The changes found in the pulmonary vasculature in CTEPH are a consequence of incomplete thrombus resolution, remodelling of the thrombus, and neoangiogenesis [8]. In later stages of the disease vascular remodelling extends beyond the central vessels and also involves the vascular bed not primarily affected by thrombemboli. At this stage the histopathology of the vasculature resembles that found in idiopathic pulmonary arterial hypertension [9]. Consequently, mean pulmonary arterial pressure (mPAP) and resistance (PVR) rise and are typically on the order of 49 ± 19 mmHg and 1,015 ± 454 dyn*sec*cm-5, respectively, in a surgically treated cohort [6]. This in turn leads to hemodynamic changes and remodelling of the right ventricle (RV). End-systolic and end-diastolic volumes increase while the ejection fraction deteriorates. Furthermore, diastolic properties of both ventricles are affected as diastolic pressures of the RV increase and a leftward shift of the septal wall ensues [10].
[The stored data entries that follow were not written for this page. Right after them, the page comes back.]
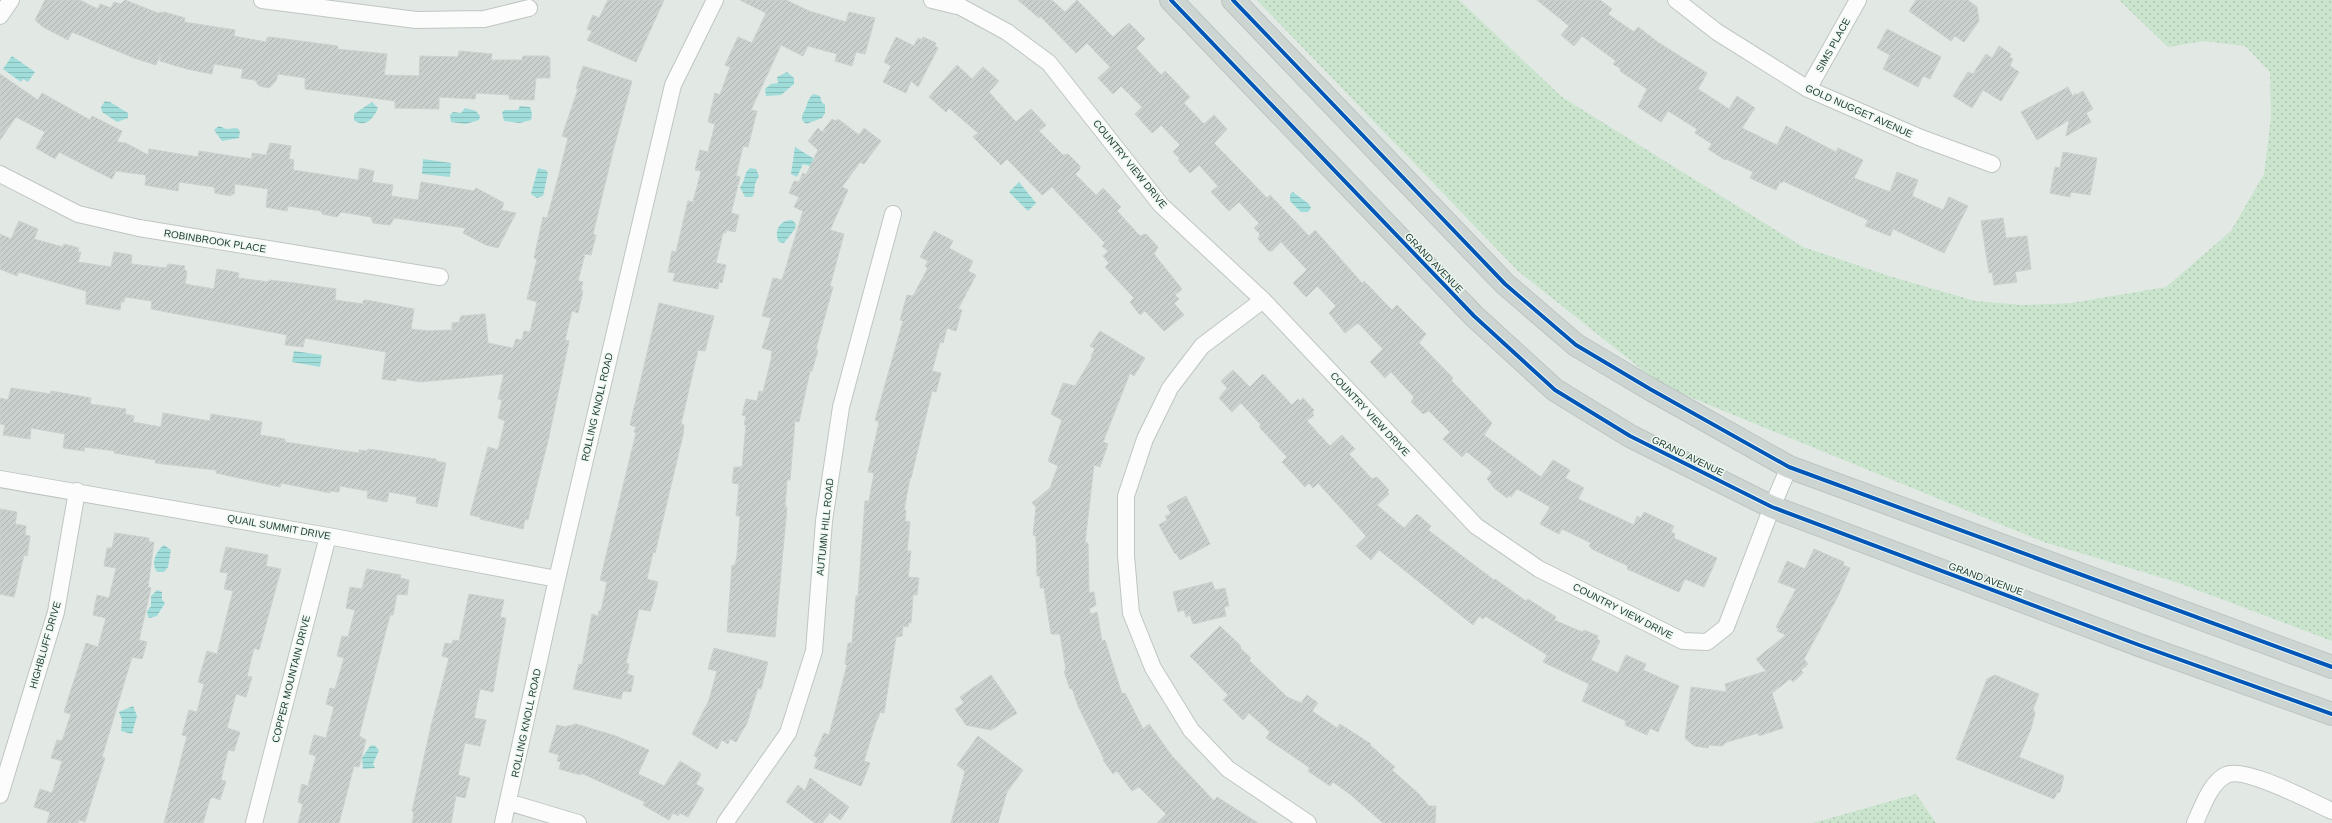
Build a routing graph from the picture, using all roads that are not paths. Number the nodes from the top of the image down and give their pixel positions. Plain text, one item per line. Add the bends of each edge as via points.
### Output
1 (11, 0) edge
2 (262, 0) edge
3 (715, 0) edge
4 (932, 0) edge
5 (1171, 0) edge
6 (1233, 0) edge
7 (1676, 0) edge
8 (1858, 0) edge
9 (529, 8) dead end
10 (0, 16) edge
11 (1808, 89) junction
12 (1992, 164) dead end
13 (0, 174) edge
14 (893, 214) dead end
15 (440, 277) dead end
16 (1263, 300) junction
17 (1789, 467) junction
18 (0, 479) edge
19 (77, 491) junction
20 (1772, 507) junction
21 (328, 536) junction
22 (557, 580) junction
23 (2332, 667) edge
24 (2332, 714) edge
25 (0, 795) edge
26 (508, 802) junction
27 (2332, 810) edge
28 (254, 823) edge
29 (503, 823) edge
30 (578, 823) edge
31 (725, 823) edge
32 (1308, 823) edge
33 (2194, 823) edge

1 - 10 street
2 - 9 street via 416,20 484,19
3 - 22 street, ROLLING KNOLL ROAD via 673,85
4 - 16 street, COUNTRY VIEW DRIVE via 961,7 1007,32 1049,63 1161,205
5 - 20 main road, GRAND AVENUE via 1474,316 1555,390 1630,436
6 - 17 main road via 1505,284 1576,345 1650,390
7 - 11 street, GOLD NUGGET AVENUE via 1717,32
8 - 11 street, SIMS PLACE
11 - 12 street, GOLD NUGGET AVENUE via 1921,138
13 - 15 street, ROBINBROOK PLACE via 78,214 139,228
14 - 31 street, AUTUMN HILL ROAD via 841,407 824,521 814,651 788,733
16 - 20 street, COUNTRY VIEW DRIVE via 1476,526 1539,569 1682,641 1707,642 1726,627
16 - 32 street via 1202,346 1170,388 1145,439 1126,496 1126,563 1131,613 1153,668 1191,730 1228,769
17 - 20 street, COUNTRY VIEW DRIVE
17 - 23 main road
18 - 19 street, QUAIL SUMMIT DRIVE
19 - 21 street, QUAIL SUMMIT DRIVE
19 - 25 street, HIGHBLUFF DRIVE via 56,612
20 - 24 main road, GRAND AVENUE via 2139,645
21 - 22 street, QUAIL SUMMIT DRIVE
21 - 28 street, COPPER MOUNTAIN DRIVE
22 - 26 street, ROLLING KNOLL ROAD
26 - 29 street, ROLLING KNOLL ROAD
26 - 30 street
27 - 33 street via 2251,776 2235,773 2219,780 2206,798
Deterioration of RV function can be readily assessed by cardiovascular magnetic resonance (CMR), which has emerged as the gold standard for evaluating RV function as it allows full coverage of the complex geometry of the RV [11]-[14]. This decline in RV function is preceded by a rise in RV afterload. In the early stages of the disease contractile properties of the RV compensate for this increase in afterload. Once the compensation is insufficient, RV function will quickly decrease.

For a more in-depth understanding of this process it is important to consider arterial load and ventricular performance independently as well as their coupling. Ea-pulm,, the effective pulmonary artery elastance, is a well-validated measure of arterial load; Ees-RV characterizes the effective right ventricular elastance and is a measure of contractiliy. Their ratio Ees-RV/Ea-pulm describes ventriculo-arterial coupling, which should have a value close to 1.0 in order to achieve sufficient energy transfer from the RV to the pulmonary vasculature [15]-[19].
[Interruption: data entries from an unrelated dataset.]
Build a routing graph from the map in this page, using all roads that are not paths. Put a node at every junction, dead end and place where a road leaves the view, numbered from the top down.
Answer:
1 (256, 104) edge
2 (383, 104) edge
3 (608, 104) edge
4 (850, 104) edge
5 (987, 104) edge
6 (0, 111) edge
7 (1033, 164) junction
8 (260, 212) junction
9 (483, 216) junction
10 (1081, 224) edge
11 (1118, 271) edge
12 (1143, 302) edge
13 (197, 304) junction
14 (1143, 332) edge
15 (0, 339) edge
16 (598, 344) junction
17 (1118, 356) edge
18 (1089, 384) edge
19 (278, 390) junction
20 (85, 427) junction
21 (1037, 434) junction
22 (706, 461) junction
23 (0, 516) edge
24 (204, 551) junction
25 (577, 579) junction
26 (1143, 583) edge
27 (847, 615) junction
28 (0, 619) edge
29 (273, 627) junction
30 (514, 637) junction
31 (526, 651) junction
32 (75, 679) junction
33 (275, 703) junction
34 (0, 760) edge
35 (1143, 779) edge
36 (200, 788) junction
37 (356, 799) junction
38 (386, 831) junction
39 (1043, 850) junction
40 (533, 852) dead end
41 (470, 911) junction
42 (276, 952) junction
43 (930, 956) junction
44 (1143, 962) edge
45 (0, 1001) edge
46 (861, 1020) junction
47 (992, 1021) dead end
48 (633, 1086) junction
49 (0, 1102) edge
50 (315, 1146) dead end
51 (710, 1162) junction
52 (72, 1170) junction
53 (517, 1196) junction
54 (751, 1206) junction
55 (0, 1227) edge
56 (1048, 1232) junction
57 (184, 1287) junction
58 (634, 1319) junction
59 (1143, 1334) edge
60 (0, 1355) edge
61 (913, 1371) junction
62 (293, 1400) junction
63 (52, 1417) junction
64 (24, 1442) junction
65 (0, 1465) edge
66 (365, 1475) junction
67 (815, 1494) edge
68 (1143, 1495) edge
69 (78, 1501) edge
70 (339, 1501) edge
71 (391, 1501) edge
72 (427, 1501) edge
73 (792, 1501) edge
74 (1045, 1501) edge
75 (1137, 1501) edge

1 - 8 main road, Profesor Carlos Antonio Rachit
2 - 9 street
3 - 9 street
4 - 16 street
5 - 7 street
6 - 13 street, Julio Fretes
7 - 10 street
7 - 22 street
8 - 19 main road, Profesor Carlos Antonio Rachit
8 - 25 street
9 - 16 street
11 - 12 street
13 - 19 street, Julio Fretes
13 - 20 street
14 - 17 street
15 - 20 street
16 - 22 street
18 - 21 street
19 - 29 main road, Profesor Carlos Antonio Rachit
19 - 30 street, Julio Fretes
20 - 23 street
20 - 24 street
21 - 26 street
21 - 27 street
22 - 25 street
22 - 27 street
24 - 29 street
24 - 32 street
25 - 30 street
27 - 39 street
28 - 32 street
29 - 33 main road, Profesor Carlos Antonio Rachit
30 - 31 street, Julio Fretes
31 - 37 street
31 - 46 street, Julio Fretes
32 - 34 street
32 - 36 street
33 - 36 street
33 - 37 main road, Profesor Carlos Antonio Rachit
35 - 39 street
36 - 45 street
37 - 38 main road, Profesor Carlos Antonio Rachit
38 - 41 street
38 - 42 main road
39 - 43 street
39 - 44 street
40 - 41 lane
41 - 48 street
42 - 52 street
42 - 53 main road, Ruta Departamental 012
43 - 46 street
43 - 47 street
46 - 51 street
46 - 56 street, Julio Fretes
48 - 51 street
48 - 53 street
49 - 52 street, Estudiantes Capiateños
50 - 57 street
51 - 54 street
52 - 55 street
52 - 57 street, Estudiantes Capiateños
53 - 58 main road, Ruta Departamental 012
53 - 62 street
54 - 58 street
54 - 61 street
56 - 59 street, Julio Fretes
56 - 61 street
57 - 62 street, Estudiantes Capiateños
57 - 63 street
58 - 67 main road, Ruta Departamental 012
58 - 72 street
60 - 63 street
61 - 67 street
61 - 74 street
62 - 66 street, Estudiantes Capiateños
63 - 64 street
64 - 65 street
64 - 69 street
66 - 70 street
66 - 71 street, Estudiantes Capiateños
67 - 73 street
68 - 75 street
Traditionally, these parameters have been derived from conductance catheter measurements or simultaneously acquired CMR volumetric and right heart catheter (RHC) data [17]. Both methods are time-consuming, require specialized catheters, and are hence not suitable for clinical routine. Therefore, approximation methods have been proposed that are either completely non-invasive or combine CMR measurements and routine RHC measurements registered outside the MR suite [15],[20]-[22].

In this study of 65 patients who underwent PEA for CTEPH, we combined cine-cardiac CMR data and hemodynamic data available from routine right heart catheterization to study RV adaption to pressure overload and reverse remodelling of the RV before and after surgery.

Although we are not aware of any study directly comparing CMR to Echo with respect to their accuracy of reflecting right ventricular remodelling in terms of volumes and mass, we are convinced that CMR is superior to Echo in this setting. While there are well validated echocardiographic indices of right ventricular function (TEI index, TAPSE etc.) volumetric evaluation of the RV is difficult with echo. Geometric assumptions on which left ventricular volumetric quantification is based, are not valid for the triangular shaped RV. In that respect CMR evaluation of the RV yields additional information not available from echo. D'Armini et al. report longitudinal data from CTEPH patients, which show reduced RV volumes after PEA, which are sustained after 12 month. The hemodynamic improvement, they found was paralleled by improved RV volumes and function. However the authors did not link hemodynamic data and CMR measurements.

CTEPH is an excellent setting to study these changes as it behaves like an on/off phenomenon of PH before and after surgery and is therefore the only entity of pulmonary hypertension, that allows to study potential reversal of CMR and hemodynamic indices of RV remodelling.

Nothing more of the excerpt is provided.